What's particularly interesting from a technological perspective is the complexity of this challenge. While many v4-to-v6 translation schemes focus on converting at the network layer, application layer issues remain unaddressed. This represents a problem because often applications will still reference IPv4 addresses and will hence be unable to run in a IPv6 environment.

The situation is only made more complex by the sheer number of sessions that are spawned by average Web pages as they aggregate Flash and other live content. Blue Coat claims the MACH5 can track and convert each of those sessions so users receive a Web page as it's supposed to appear.

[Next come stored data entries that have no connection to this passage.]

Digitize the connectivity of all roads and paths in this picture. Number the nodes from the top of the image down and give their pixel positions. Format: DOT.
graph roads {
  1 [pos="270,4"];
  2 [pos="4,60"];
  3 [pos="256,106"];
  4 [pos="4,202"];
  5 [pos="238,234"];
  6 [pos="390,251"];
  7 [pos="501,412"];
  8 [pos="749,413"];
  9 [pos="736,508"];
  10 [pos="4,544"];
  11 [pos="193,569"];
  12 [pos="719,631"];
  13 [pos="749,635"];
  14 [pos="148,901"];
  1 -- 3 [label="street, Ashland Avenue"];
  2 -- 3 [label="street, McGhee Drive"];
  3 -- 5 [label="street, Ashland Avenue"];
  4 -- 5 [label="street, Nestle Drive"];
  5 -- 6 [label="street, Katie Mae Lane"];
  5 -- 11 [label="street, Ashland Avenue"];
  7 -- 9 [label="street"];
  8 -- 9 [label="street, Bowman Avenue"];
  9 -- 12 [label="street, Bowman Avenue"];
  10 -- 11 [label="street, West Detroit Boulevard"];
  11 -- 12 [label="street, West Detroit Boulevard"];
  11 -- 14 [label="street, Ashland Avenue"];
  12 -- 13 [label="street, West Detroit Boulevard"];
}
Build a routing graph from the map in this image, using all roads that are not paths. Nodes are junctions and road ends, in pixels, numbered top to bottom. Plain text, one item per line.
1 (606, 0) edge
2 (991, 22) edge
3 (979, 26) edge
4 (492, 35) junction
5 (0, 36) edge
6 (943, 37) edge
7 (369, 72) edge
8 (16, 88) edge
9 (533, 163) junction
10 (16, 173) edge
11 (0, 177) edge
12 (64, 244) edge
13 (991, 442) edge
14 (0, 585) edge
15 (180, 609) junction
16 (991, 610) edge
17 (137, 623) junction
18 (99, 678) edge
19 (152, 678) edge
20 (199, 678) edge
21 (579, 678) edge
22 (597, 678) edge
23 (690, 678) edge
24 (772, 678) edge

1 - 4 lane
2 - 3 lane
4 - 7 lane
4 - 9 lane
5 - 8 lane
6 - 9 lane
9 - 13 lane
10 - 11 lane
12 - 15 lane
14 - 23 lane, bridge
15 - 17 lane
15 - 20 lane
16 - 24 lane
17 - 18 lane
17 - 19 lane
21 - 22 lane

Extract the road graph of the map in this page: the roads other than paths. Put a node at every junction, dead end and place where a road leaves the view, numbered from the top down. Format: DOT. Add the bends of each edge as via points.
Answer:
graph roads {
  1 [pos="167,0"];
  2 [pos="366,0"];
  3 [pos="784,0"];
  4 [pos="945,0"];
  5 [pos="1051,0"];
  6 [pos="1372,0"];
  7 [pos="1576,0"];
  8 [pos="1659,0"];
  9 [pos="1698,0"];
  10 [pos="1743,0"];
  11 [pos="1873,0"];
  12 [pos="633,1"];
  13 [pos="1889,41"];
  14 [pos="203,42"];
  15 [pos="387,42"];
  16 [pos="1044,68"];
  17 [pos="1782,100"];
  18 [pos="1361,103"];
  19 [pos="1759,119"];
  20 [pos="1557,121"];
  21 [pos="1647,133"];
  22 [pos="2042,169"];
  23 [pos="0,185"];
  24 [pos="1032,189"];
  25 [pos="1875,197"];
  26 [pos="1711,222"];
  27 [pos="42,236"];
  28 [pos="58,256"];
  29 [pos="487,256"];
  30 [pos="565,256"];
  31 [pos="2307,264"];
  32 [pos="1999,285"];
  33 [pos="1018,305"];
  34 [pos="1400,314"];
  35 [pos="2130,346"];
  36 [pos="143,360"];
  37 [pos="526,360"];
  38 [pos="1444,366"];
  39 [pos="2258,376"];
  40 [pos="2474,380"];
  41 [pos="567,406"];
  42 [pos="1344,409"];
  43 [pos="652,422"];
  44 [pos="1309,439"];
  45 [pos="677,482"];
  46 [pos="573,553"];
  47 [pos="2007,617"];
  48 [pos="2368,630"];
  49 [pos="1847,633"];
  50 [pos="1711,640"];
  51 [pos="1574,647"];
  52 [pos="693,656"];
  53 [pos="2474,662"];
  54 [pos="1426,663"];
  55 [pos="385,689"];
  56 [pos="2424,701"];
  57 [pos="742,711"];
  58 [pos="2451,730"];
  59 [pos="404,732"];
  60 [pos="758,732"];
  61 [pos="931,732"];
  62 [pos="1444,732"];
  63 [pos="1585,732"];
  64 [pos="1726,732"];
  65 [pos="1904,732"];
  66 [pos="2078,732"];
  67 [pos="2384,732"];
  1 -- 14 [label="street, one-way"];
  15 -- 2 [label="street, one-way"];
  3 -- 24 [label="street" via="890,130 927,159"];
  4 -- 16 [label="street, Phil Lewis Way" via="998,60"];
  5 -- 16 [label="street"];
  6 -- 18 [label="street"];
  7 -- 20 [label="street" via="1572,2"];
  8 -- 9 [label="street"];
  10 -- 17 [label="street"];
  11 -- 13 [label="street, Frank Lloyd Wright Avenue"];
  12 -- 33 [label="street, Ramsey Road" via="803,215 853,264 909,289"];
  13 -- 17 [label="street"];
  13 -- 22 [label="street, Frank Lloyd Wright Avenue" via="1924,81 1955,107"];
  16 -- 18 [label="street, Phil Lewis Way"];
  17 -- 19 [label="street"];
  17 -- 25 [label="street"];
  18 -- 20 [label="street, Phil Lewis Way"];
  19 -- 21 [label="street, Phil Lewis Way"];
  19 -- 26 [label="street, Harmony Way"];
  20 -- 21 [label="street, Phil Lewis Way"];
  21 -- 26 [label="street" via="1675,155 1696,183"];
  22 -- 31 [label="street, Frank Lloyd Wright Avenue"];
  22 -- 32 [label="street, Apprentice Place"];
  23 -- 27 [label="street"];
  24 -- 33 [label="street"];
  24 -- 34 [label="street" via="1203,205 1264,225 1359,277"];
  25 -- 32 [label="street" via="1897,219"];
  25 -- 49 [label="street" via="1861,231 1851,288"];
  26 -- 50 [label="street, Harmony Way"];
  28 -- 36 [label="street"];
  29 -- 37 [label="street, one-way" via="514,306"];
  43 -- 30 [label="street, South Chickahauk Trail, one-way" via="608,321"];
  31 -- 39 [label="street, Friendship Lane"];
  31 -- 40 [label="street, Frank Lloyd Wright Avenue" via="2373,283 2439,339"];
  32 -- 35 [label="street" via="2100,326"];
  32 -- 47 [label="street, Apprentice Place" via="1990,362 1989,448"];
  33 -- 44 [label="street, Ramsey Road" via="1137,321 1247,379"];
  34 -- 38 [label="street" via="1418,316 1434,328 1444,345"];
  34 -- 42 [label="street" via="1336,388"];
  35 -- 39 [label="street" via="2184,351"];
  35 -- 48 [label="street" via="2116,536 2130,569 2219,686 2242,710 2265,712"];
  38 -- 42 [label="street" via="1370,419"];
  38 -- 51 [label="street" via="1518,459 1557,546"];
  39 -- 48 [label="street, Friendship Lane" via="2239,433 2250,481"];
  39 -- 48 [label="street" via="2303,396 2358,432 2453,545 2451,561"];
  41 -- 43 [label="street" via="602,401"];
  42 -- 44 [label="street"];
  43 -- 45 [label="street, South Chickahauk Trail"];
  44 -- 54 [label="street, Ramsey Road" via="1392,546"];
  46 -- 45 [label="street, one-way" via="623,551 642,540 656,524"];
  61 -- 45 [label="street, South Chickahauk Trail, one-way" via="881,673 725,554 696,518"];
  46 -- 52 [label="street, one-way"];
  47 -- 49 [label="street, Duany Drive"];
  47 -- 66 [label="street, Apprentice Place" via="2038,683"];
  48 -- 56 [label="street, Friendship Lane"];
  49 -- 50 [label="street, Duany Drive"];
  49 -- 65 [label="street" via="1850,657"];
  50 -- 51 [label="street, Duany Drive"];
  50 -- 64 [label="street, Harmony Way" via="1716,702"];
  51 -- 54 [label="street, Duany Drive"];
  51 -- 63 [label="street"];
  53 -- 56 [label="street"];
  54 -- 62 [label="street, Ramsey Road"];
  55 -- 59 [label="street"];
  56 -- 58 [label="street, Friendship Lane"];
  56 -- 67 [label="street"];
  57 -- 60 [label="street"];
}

One of the major issues around IPv6 has been potential security holes. The IPv4 stack has been well-tested and vetted. Any holes are known and can be addressed. That hasn't been the case with IPv6, where there just hasn't been the same level of operational expertise.

Even where IPv6 terminates at the edge, though, there are security problems that need to be addressed. Li declined to enumerate all the techniques implemented by Blue Coat for solving these use cases, but he did point to a few examples. Often Web sites, for example, will use IPv4 addresses within their cookies as an initial factor of authentication. The MACH5 will detect those cookies and supply the representative v6 addresses. The same goes for ACL.

As for accelerating IPv6, Blue Coat claims the MACH5 appliance can provide application-specific optimizations for CIFS, MAPI, HTTP, SSL, RTMP, RTSP and other application-specific optimizations. The MACH5 is also capable of doing application level content inspection.
 
Within Firefox, for example, colons within IPv4 addresses denote port numbers, but within IPv6, colons are used to separate the number of the address itself. The MACH5 can make the necessary changes so that an IPv6 address will be directed appropriately.